Vitis AI Integration

Vitis AI is Xilinx’s development stack for hardware-accelerated AI inference on Xilinx platforms, including both edge devices and Alveo cards. It consists of optimized IP, tools, libraries, models, and example designs. It is designed with high efficiency and ease of use in mind, unleashing the full potential of AI acceleration on Xilinx FPGA and ACAP.

The current Vitis AI flow inside TVM enables acceleration of Neural Network model inference on edge and cloud with the Zynq Ultrascale+ MPSoc, Alveo and Versal platforms.

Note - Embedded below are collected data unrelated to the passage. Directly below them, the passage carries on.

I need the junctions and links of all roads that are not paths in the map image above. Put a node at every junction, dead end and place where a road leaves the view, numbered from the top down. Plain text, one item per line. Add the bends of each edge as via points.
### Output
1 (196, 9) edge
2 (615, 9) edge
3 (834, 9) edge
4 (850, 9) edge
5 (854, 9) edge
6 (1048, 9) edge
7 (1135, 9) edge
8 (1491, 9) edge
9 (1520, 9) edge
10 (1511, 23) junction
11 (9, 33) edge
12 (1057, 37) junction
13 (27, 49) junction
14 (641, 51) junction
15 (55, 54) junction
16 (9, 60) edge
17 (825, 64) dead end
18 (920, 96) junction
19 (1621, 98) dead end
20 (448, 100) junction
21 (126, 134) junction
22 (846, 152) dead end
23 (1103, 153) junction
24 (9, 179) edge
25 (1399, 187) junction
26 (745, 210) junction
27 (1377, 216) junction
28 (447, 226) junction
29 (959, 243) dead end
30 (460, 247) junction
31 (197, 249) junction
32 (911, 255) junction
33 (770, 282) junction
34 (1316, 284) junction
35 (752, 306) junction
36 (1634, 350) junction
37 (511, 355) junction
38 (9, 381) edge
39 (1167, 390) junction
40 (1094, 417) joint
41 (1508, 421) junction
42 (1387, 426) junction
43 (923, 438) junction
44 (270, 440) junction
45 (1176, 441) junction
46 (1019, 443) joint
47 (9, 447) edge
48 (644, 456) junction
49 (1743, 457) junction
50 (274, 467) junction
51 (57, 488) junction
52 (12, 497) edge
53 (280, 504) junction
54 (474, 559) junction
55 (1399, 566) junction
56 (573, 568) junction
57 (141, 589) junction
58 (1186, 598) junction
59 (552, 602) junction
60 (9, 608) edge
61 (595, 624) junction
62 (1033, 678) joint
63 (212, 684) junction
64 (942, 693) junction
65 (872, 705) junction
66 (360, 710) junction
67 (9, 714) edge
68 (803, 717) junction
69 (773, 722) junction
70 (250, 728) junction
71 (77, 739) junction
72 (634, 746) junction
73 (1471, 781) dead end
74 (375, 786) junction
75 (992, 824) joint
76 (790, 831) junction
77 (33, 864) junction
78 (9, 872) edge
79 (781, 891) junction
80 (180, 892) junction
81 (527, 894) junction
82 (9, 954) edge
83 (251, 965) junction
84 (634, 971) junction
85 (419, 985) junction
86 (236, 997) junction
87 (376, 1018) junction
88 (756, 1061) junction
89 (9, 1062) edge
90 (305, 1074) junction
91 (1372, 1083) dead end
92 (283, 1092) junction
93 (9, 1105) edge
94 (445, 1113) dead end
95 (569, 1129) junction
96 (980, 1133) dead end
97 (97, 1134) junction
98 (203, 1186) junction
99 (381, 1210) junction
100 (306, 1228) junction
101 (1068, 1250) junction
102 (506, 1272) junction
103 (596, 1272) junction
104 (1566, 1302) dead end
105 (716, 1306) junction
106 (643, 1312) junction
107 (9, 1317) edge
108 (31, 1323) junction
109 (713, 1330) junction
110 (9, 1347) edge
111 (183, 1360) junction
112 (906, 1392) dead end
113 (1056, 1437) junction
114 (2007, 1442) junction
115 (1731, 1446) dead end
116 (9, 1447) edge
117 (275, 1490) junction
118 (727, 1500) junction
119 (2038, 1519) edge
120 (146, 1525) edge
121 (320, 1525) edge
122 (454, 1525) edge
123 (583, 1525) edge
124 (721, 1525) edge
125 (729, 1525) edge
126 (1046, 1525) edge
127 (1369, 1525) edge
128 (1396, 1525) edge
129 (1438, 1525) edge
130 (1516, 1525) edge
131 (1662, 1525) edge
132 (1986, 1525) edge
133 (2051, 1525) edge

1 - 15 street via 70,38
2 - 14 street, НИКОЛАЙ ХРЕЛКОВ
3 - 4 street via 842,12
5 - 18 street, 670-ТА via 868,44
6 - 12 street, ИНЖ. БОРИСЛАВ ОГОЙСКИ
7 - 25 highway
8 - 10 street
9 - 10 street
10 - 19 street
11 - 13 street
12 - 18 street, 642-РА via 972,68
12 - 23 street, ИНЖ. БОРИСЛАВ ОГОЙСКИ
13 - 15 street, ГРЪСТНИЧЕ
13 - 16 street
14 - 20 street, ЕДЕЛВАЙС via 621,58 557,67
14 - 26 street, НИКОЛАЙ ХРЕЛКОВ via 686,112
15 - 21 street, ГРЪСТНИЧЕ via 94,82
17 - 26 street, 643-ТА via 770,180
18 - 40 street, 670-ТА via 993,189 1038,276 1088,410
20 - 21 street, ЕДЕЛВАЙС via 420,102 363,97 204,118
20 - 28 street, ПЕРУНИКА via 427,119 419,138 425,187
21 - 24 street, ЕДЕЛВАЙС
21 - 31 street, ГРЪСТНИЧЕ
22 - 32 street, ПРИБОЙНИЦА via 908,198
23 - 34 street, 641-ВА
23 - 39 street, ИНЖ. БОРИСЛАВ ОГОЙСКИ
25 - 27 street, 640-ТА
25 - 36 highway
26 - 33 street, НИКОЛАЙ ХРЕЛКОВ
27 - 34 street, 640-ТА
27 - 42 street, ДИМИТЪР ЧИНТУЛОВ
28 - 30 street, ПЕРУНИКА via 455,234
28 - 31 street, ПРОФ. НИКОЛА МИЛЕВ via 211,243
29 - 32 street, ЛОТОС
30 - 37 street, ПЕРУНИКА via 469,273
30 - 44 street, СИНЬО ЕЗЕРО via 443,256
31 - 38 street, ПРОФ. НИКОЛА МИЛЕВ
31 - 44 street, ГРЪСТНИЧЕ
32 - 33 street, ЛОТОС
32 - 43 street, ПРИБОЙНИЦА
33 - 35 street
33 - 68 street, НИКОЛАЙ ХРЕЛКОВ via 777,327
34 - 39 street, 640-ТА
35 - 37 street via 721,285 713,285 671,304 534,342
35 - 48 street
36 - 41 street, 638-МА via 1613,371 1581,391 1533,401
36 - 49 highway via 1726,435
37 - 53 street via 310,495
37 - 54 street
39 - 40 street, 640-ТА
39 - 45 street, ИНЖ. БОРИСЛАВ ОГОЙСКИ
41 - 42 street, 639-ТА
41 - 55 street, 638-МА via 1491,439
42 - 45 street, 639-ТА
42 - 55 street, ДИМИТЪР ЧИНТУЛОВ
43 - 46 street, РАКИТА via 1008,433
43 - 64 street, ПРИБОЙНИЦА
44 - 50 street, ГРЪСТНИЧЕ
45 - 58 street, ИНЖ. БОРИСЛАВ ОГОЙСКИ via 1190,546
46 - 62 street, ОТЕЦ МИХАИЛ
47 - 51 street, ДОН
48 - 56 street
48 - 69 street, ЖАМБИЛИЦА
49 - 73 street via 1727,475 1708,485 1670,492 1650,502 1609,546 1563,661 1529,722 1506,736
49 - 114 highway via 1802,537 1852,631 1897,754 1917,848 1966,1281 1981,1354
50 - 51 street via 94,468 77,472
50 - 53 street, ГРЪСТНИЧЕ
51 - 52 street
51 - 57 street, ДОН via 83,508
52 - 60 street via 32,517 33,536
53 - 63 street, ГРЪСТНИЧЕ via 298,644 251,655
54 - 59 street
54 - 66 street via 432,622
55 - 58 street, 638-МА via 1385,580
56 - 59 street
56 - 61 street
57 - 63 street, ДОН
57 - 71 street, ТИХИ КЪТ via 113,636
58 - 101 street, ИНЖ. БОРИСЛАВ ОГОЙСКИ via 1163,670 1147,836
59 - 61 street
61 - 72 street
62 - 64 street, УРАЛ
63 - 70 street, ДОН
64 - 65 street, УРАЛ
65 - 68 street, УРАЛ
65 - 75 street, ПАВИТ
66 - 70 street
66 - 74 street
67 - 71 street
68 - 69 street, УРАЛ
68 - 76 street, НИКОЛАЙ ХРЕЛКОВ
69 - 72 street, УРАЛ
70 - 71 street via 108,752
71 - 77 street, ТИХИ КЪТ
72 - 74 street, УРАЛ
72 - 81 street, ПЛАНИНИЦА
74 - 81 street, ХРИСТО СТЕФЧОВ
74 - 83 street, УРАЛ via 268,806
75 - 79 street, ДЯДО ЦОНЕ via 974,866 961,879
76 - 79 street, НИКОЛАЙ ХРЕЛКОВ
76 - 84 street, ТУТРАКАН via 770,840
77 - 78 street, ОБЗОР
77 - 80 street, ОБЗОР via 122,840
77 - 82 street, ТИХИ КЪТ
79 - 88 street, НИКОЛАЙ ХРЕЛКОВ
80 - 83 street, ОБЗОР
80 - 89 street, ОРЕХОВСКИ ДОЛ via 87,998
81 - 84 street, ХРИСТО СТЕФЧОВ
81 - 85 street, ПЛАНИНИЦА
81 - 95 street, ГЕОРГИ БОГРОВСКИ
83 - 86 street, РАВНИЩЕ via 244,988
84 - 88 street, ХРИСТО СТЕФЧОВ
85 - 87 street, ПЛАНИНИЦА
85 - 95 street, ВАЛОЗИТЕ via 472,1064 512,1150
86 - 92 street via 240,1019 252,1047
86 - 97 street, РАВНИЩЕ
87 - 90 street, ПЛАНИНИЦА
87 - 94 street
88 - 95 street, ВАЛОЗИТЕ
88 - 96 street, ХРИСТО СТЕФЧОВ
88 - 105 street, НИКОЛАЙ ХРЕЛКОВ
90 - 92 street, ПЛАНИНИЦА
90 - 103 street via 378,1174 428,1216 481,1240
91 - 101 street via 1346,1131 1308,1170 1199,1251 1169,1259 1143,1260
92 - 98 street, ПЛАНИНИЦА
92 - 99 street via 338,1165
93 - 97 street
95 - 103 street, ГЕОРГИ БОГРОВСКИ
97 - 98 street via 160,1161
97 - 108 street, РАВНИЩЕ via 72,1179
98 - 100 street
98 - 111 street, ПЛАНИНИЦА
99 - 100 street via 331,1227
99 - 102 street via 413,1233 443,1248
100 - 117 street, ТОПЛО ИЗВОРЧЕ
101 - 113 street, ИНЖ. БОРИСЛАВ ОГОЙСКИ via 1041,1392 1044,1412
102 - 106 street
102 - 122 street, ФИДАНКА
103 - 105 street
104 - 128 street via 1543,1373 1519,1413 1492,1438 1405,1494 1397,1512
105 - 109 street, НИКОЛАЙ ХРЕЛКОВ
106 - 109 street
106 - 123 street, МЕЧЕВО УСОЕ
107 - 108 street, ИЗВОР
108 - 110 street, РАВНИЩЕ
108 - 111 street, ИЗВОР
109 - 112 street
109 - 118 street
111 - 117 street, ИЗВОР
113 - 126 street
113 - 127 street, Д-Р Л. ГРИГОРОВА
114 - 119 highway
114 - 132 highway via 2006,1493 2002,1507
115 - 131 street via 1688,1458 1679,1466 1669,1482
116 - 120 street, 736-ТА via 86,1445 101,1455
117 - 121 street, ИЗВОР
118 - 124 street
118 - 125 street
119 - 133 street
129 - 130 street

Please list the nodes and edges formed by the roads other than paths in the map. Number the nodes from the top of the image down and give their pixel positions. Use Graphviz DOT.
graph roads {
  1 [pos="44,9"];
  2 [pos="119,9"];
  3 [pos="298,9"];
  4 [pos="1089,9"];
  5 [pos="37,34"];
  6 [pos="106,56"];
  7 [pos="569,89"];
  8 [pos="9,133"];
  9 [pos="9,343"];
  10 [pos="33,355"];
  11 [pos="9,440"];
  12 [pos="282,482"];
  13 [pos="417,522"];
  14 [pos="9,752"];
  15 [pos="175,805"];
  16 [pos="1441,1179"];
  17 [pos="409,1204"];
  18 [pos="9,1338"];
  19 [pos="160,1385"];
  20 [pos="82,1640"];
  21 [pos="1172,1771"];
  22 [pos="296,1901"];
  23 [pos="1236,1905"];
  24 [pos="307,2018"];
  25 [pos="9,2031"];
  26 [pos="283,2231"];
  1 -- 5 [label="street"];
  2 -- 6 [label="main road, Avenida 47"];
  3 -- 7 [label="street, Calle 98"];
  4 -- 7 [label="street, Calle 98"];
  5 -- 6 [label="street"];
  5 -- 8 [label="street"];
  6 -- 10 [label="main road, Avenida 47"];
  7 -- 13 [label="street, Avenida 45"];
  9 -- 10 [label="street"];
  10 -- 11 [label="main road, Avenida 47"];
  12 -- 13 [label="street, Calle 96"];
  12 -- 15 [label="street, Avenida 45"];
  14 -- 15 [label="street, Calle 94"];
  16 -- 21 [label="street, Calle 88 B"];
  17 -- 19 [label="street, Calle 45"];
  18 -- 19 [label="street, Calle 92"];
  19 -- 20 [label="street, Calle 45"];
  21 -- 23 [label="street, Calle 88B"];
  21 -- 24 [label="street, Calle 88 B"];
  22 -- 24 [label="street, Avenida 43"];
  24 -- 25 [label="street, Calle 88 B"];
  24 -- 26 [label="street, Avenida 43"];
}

The identifiers for the supported edge and cloud Deep Learning Processor Units (DPU’s) are:

Target Board	DPU ID	TVM Target ID
ZCU104	DPUCZDX8G	DPUCZDX8G-zcu104
ZCU102	DPUCZDX8G	DPUCZDX8G-zcu102
Kria KV260	DPUCZDX8G	DPUCZDX8G-kv260
VCK190	DPUCVDX8G	DPUCVDX8G
VCK5000	DPUCVDX8H	DPUCVDX8H
U200	DPUCADF8H	DPUCADF8H
U250	DPUCADF8H	DPUCADF8H
U50	DPUCAHX8H / DPUCAHX8L	DPUCAHX8H-u50 / DPUCAHX8L
U280	DPUCAHX8H / DPUCAHX8L	DPUCAHX8H-u280 / DPUCAHX8L

For more information about the DPU identifiers see following table:

DPU	Application	HW Platform	Quantization Method	Quantization Bitwidth	Design Target
Deep Learning Processing Unit	C: CNN R: RNN	AD: Alveo DDR AH: Alveo HBM VD: Versal DDR with AIE & PL ZD: Zynq DDR	X: DECENT I: Integer threshold F: Float threshold R: RNN	4: 4-bit 8: 8-bit 16: 16-bit M: Mixed Precision	G: General purpose H: High throughput L: Low latency C: Cost optimized

On this page you will find information on how to setup TVM with Vitis AI on different platforms (Zynq, Alveo, Versal) and on how to get started with Compiling a Model and executing on different platforms: Inference.

System Requirements

The Vitis AI System Requirements page lists the system requirements for running docker containers as well as doing executing on Alveo cards. For edge devices (e.g. Zynq), deploying models requires a host machine for compiling models using the TVM with Vitis AI flow, and an edge device for running the compiled models. The host system requirements are the same as specified in the link above.

Setup instructions

This section provide the instructions for setting up the TVM with Vitis AI flow for both cloud and edge. TVM with Vitis AI support is provided through a docker container. The provided scripts and Dockerfile compiles TVM and Vitis AI into a single image.

Clone TVM repo

git clone --recursive https://github.com/apache/tvm.git
cd tvm

Build and start the TVM - Vitis AI docker container.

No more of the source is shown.